Instructions for the task ▸
Copy the lines below that contain "wherever".

Data shown ▸
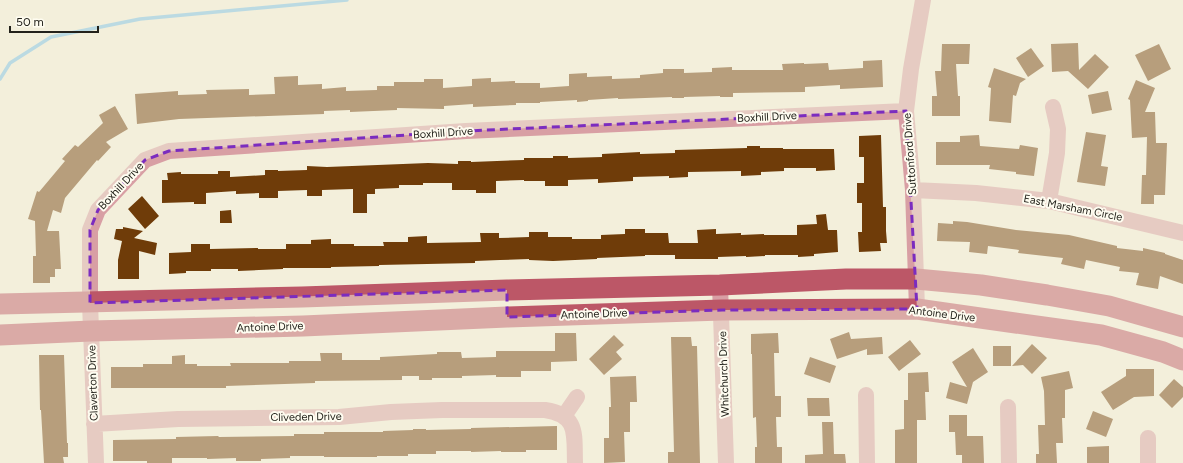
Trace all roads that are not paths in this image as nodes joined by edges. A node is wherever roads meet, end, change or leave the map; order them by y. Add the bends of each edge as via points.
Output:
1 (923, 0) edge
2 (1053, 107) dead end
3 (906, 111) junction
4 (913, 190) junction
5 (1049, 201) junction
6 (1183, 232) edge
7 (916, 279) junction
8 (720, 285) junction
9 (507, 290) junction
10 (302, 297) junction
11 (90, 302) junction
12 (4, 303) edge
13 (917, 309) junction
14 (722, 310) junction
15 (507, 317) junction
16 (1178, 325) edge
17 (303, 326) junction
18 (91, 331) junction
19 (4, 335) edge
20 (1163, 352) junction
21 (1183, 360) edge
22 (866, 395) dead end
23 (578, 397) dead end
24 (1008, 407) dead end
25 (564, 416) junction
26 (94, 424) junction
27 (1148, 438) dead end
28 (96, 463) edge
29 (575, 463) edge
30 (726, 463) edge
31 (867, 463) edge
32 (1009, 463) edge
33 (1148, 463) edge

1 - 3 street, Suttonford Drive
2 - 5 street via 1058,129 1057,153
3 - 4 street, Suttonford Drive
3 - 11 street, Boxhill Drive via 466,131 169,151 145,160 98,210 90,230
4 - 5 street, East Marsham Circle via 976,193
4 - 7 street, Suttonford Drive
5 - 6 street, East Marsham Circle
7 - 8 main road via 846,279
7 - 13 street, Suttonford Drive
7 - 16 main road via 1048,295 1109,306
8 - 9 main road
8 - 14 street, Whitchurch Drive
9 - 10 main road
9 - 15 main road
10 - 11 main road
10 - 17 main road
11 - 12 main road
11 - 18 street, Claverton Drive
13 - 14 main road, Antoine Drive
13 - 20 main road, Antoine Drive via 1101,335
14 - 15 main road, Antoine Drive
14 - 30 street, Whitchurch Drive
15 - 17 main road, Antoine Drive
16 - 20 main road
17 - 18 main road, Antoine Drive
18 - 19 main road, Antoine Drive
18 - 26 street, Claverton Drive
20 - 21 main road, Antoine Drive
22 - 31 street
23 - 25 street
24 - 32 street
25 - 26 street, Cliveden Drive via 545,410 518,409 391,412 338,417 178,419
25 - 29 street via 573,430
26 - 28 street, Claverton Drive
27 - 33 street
==
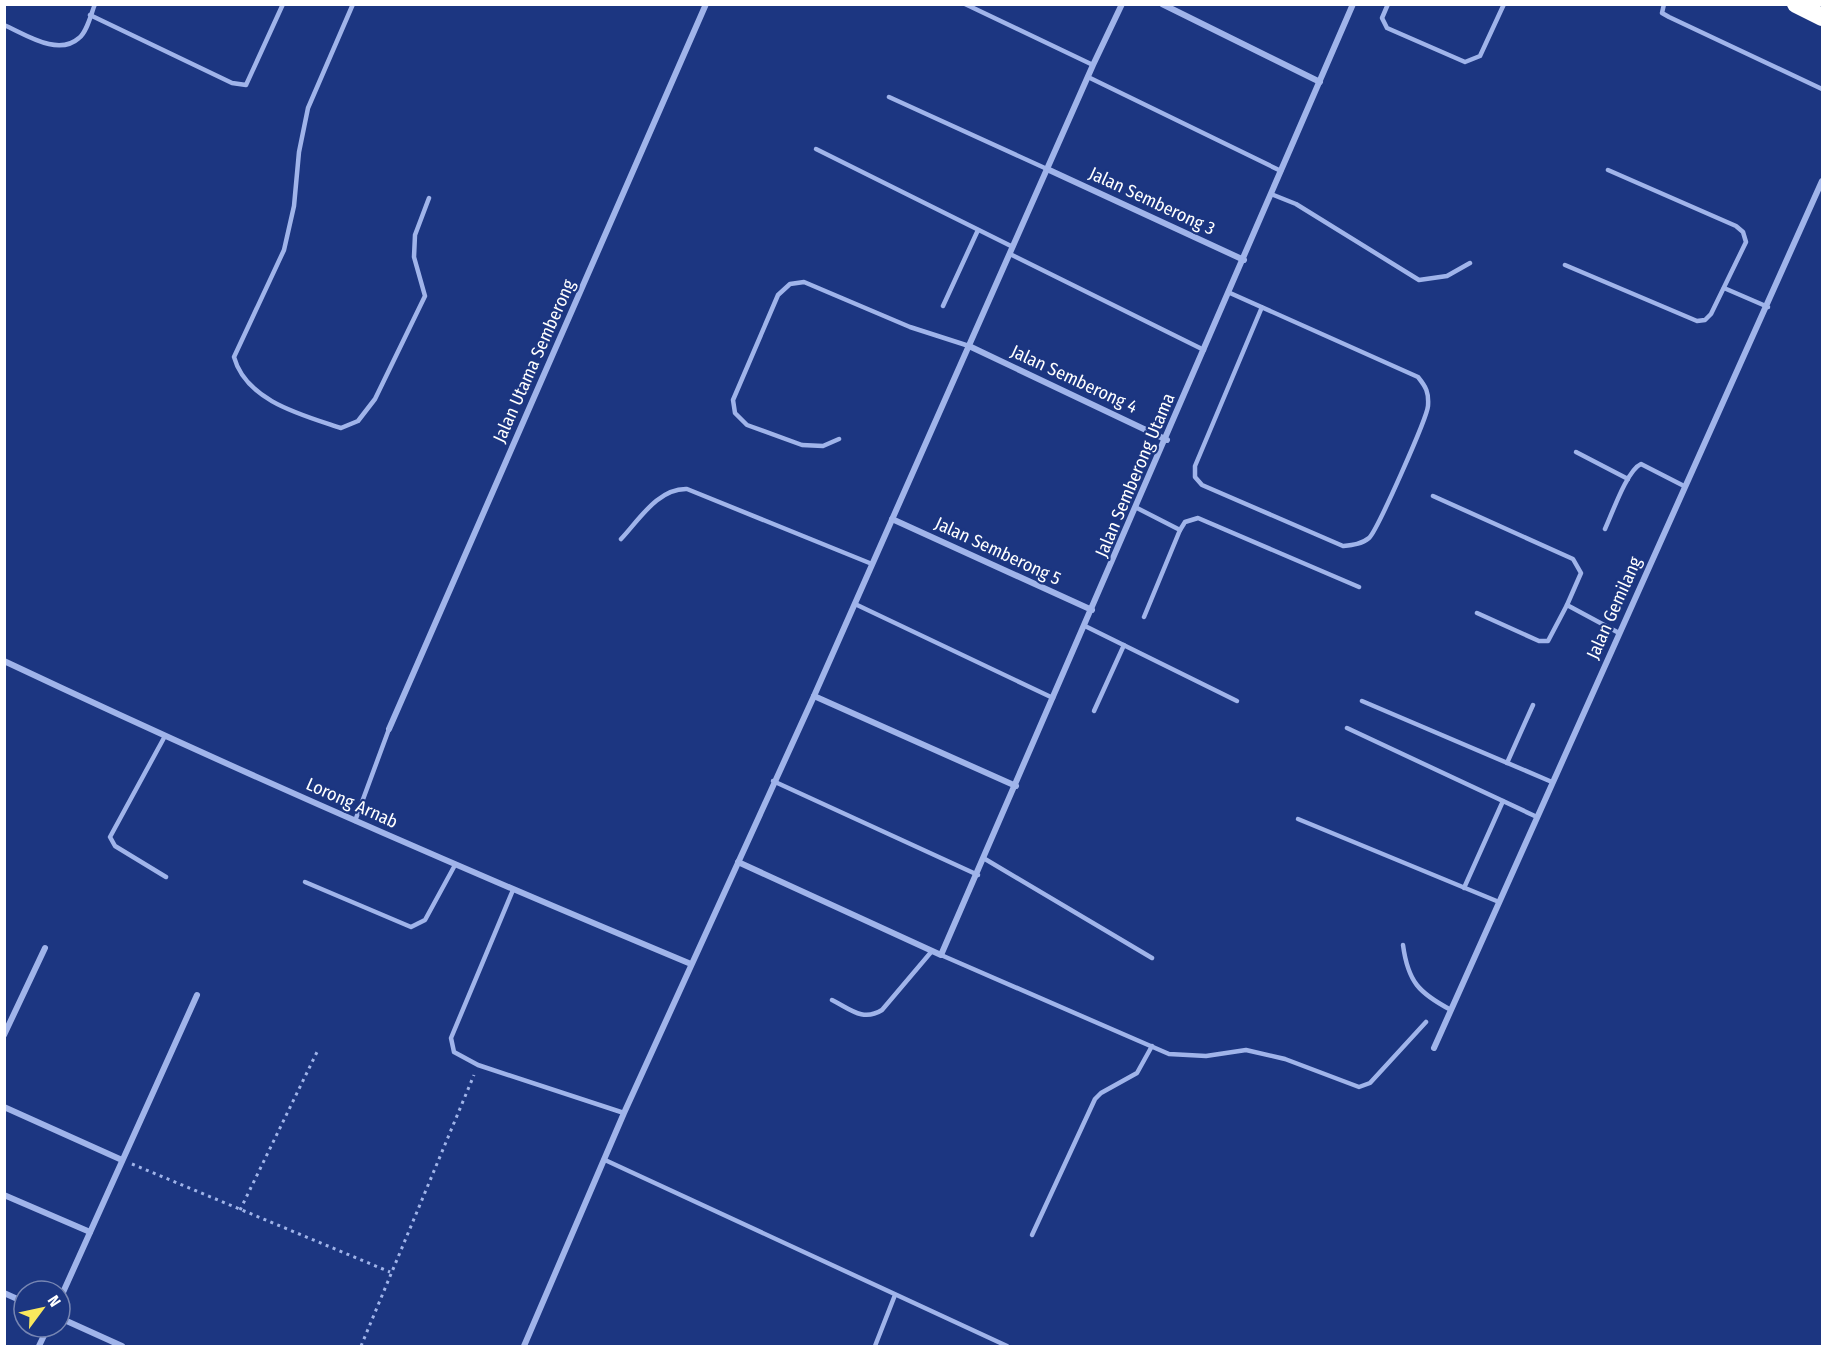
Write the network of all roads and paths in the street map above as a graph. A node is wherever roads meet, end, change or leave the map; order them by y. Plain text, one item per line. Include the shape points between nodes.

Answer to this task ▸
Trace all roads that are not paths in this image as nodes joined by edges. A node is wherever roads meet, end, change or leave the map; order them by y. Add the bends of each edge as via points.
Write the network of all roads and paths in the street map above as a graph. A node is wherever roads meet, end, change or leave the map; order them by y. Plain text, one item per line. Include the shape points between nodes.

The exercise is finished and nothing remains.